[Extracted data entries]

____

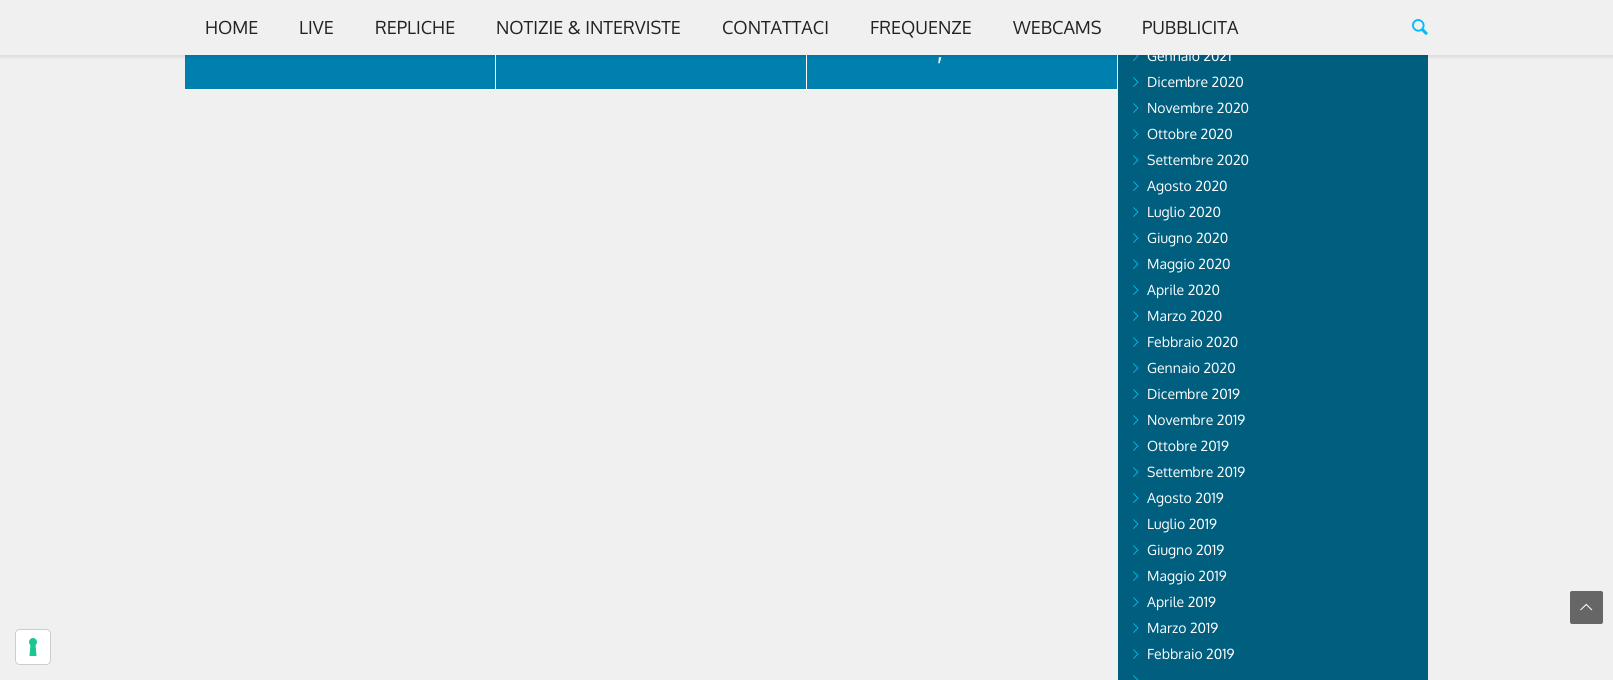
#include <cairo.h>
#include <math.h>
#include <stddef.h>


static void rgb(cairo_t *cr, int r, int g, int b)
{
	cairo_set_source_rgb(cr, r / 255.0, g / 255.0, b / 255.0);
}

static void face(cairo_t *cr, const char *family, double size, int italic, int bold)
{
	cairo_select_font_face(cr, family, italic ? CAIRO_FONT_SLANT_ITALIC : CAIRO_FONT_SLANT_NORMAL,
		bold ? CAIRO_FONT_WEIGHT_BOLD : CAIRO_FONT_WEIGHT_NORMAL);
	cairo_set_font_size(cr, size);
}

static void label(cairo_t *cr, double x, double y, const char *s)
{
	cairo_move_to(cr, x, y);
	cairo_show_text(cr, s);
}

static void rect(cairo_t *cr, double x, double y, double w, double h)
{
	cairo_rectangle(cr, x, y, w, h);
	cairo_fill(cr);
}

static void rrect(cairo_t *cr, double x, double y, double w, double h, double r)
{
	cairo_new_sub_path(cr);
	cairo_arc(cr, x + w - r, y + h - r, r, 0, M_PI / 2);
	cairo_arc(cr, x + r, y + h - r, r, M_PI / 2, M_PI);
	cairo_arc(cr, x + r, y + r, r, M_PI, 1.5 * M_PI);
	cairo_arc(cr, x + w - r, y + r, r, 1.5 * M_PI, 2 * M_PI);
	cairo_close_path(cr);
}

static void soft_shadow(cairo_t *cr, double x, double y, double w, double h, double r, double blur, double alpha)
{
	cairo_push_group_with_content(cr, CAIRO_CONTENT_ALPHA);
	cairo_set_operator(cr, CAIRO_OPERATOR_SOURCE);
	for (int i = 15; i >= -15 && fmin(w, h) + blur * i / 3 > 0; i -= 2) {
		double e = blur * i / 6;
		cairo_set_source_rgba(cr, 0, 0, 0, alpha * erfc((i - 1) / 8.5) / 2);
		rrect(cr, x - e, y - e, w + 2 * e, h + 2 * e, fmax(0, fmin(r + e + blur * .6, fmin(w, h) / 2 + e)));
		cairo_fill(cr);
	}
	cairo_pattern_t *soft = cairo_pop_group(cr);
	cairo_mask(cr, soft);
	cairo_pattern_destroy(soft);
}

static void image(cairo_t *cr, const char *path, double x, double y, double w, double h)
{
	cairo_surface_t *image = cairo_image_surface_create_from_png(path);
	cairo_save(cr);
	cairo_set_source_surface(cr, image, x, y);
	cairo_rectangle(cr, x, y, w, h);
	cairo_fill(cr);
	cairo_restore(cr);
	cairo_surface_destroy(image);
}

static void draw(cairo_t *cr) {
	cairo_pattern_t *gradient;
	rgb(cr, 240, 240, 240);
	cairo_paint(cr);
	rgb(cr, 255, 255, 255);
	rect(cr, 185, 55, 932, 35);
	rgb(cr, 0, 128, 175);
	rect(cr, 185, 55, 310, 23);
	rect(cr, 496, 55, 310, 23);
	rect(cr, 807, 55, 310, 23);
	rgb(cr, 0, 94, 127);
	rect(cr, 1118, 55, 310, 625);
	image(cr, "image1.png", 1133, 55, 6, 6);
	cairo_save(cr);
	cairo_rectangle(cr, 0, 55, 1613, 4);
	cairo_clip(cr);
	rgb(cr, 0, 0, 0);
	soft_shadow(cr, -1, 0, 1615, 57, 0, 2.5, 0.1);
	cairo_restore(cr);
	face(cr, "Oxygen", 14, 0, 0);
	rgb(cr, 255, 255, 255);
	label(cr, 1147, 61, "Gennaio 2021");
	rgb(cr, 240, 240, 240);
	rect(cr, 1148, 50, 83, 5);
	face(cr, "Oxygen", 18, 0, 0);
	rgb(cr, 34, 34, 34);
	label(cr, 205, 34, "HOME");
	label(cr, 299, 34, "LIVE");
	label(cr, 375, 34, "REPLICHE");
	label(cr, 496, 34, "NOTIZIE & INTERVISTE");
	label(cr, 722, 34, "CONTATTACI");
	label(cr, 870, 34, "FREQUENZE");
	label(cr, 1013, 34, "WEBCAMS");
	label(cr, 1142, 34, "PUBBLICITA");
	image(cr, "image0.png", 1412, 19, 16, 16);
	gradient = cairo_pattern_create_linear(340, 67, 340, 89);
	cairo_pattern_add_color_stop_rgba(gradient, 0, 0, 0.502, 0.686, 0);
	cairo_pattern_add_color_stop_rgba(gradient, 0.01, 0, 0.502, 0.686, 0.01);
	cairo_pattern_add_color_stop_rgba(gradient, 0.5, 0, 0.502, 0.686, 1);
	cairo_set_source(cr, gradient);
	cairo_pattern_destroy(gradient);
	rect(cr, 185, 78, 310, 11);
	gradient = cairo_pattern_create_linear(651, 67, 651, 89);
	cairo_pattern_add_color_stop_rgba(gradient, 0, 0, 0.502, 0.686, 0);
	cairo_pattern_add_color_stop_rgba(gradient, 0.01, 0, 0.502, 0.686, 0.01);
	cairo_pattern_add_color_stop_rgba(gradient, 0.5, 0, 0.502, 0.686, 1);
	cairo_set_source(cr, gradient);
	cairo_pattern_destroy(gradient);
	rect(cr, 496, 78, 310, 11);
	face(cr, "Oxygen", 24, 0, 0);
	rgb(cr, 255, 255, 255);
	label(cr, 937, 60, ",");
	gradient = cairo_pattern_create_linear(962, 67, 962, 89);
	cairo_pattern_add_color_stop_rgba(gradient, 0, 0, 0.502, 0.686, 0);
	cairo_pattern_add_color_stop_rgba(gradient, 0.01, 0, 0.502, 0.686, 0.01);
	cairo_pattern_add_color_stop_rgba(gradient, 0.5, 0, 0.502, 0.686, 1);
	cairo_set_source(cr, gradient);
	cairo_pattern_destroy(gradient);
	rect(cr, 807, 78, 310, 11);
	image(cr, "image2.png", 1133, 77, 6, 10);
	face(cr, "Oxygen", 14, 0, 0);
	rgb(cr, 255, 255, 255);
	label(cr, 1147, 87, "Dicembre 2020");
	image(cr, "image2.png", 1133, 103, 6, 10);
	label(cr, 1147, 113, "Novembre 2020");
	image(cr, "image2.png", 1133, 129, 6, 10);
	label(cr, 1147, 139, "Ottobre 2020");
	image(cr, "image2.png", 1133, 155, 6, 10);
	label(cr, 1147, 165, "Settembre 2020");
	image(cr, "image2.png", 1133, 181, 6, 10);
	label(cr, 1147, 191, "Agosto 2020");
	image(cr, "image2.png", 1133, 207, 6, 10);
	label(cr, 1147, 217, "Luglio 2020");
	image(cr, "image2.png", 1133, 233, 6, 10);
	label(cr, 1147, 243, "Giugno 2020");
	image(cr, "image2.png", 1133, 259, 6, 10);
	label(cr, 1147, 269, "Maggio 2020");
	image(cr, "image2.png", 1133, 285, 6, 10);
	label(cr, 1147, 295, "Aprile 2020");
	image(cr, "image2.png", 1133, 311, 6, 10);
	label(cr, 1147, 321, "Marzo 2020");
	image(cr, "image2.png", 1133, 337, 6, 10);
	label(cr, 1147, 347, "Febbraio 2020");
	image(cr, "image2.png", 1133, 363, 6, 10);
	label(cr, 1147, 373, "Gennaio 2020");
	image(cr, "image2.png", 1133, 389, 6, 10);
	label(cr, 1147, 399, "Dicembre 2019");
	image(cr, "image2.png", 1133, 415, 6, 10);
	label(cr, 1147, 425, "Novembre 2019");
	image(cr, "image2.png", 1133, 441, 6, 10);
	label(cr, 1147, 451, "Ottobre 2019");
	image(cr, "image2.png", 1133, 467, 6, 10);
	label(cr, 1147, 477, "Settembre 2019");
	image(cr, "image2.png", 1133, 493, 6, 10);
	label(cr, 1147, 503, "Agosto 2019");
	image(cr, "image2.png", 1133, 519, 6, 10);
	label(cr, 1147, 529, "Luglio 2019");
	image(cr, "image2.png", 1133, 545, 6, 10);
	label(cr, 1147, 555, "Giugno 2019");
	image(cr, "image2.png", 1133, 571, 6, 10);
	label(cr, 1147, 581, "Maggio 2019");
	image(cr, "image2.png", 1133, 597, 6, 10);
	label(cr, 1147, 607, "Aprile 2019");
	image(cr, "image2.png", 1133, 623, 6, 10);
	label(cr, 1147, 633, "Marzo 2019");
	image(cr, "image2.png", 1133, 649, 6, 10);
	label(cr, 1147, 659, "Febbraio 2019");
	image(cr, "image3.png", 1133, 675, 6, 5);
	rgb(cr, 102, 102, 102);
	rrect(cr, 1570, 591, 33, 33, 2);
	cairo_fill(cr);
	image(cr, "image4.png", 1580, 603, 13, 8);
	rrect(cr, 15.5, 629.5, 35, 35, 4.5);
	rgb(cr, 204, 204, 204);
	cairo_set_line_width(cr, 1);
	cairo_stroke(cr);
	rgb(cr, 255, 255, 255);
	rrect(cr, 16, 630, 34, 34, 4);
	cairo_fill(cr);
	image(cr, "image5.png", 29, 638, 8, 18);
}

int main(void) {
	cairo_surface_t *surface = cairo_image_surface_create(CAIRO_FORMAT_RGB24, 1613, 680);
	cairo_t *cr = cairo_create(surface);
	cairo_font_options_t *options = cairo_font_options_create();
	cairo_font_options_set_hint_metrics(options, CAIRO_HINT_METRICS_OFF);
	cairo_font_options_set_hint_style(options, CAIRO_HINT_STYLE_NONE);
	cairo_set_font_options(cr, options);
	cairo_set_miter_limit(cr, 4);
	draw(cr);
	cairo_surface_write_to_png(surface, "render.png");
	cairo_font_options_destroy(options);
	cairo_destroy(cr);
	cairo_surface_destroy(surface);
	return 0;
}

____

### PROBLEM STATEMENT:
Would you reproduce, exactly and with nothing added, every line from the beginning of the entries above through the line that contains "cairo_arc(cr, x + w - r, y + h", both included, leaving out the pictures?

### RESPONSE AREA:
#include <cairo.h>
#include <math.h>
#include <stddef.h>


static void rgb(cairo_t *cr, int r, int g, int b)
{
	cairo_set_source_rgb(cr, r / 255.0, g / 255.0, b / 255.0);
}

static void face(cairo_t *cr, const char *family, double size, int italic, int bold)
{
	cairo_select_font_face(cr, family, italic ? CAIRO_FONT_SLANT_ITALIC : CAIRO_FONT_SLANT_NORMAL,
		bold ? CAIRO_FONT_WEIGHT_BOLD : CAIRO_FONT_WEIGHT_NORMAL);
	cairo_set_font_size(cr, size);
}

static void label(cairo_t *cr, double x, double y, const char *s)
{
	cairo_move_to(cr, x, y);
	cairo_show_text(cr, s);
}

static void rect(cairo_t *cr, double x, double y, double w, double h)
{
	cairo_rectangle(cr, x, y, w, h);
	cairo_fill(cr);
}

static void rrect(cairo_t *cr, double x, double y, double w, double h, double r)
{
	cairo_new_sub_path(cr);
	cairo_arc(cr, x + w - r, y + h - r, r, 0, M_PI / 2);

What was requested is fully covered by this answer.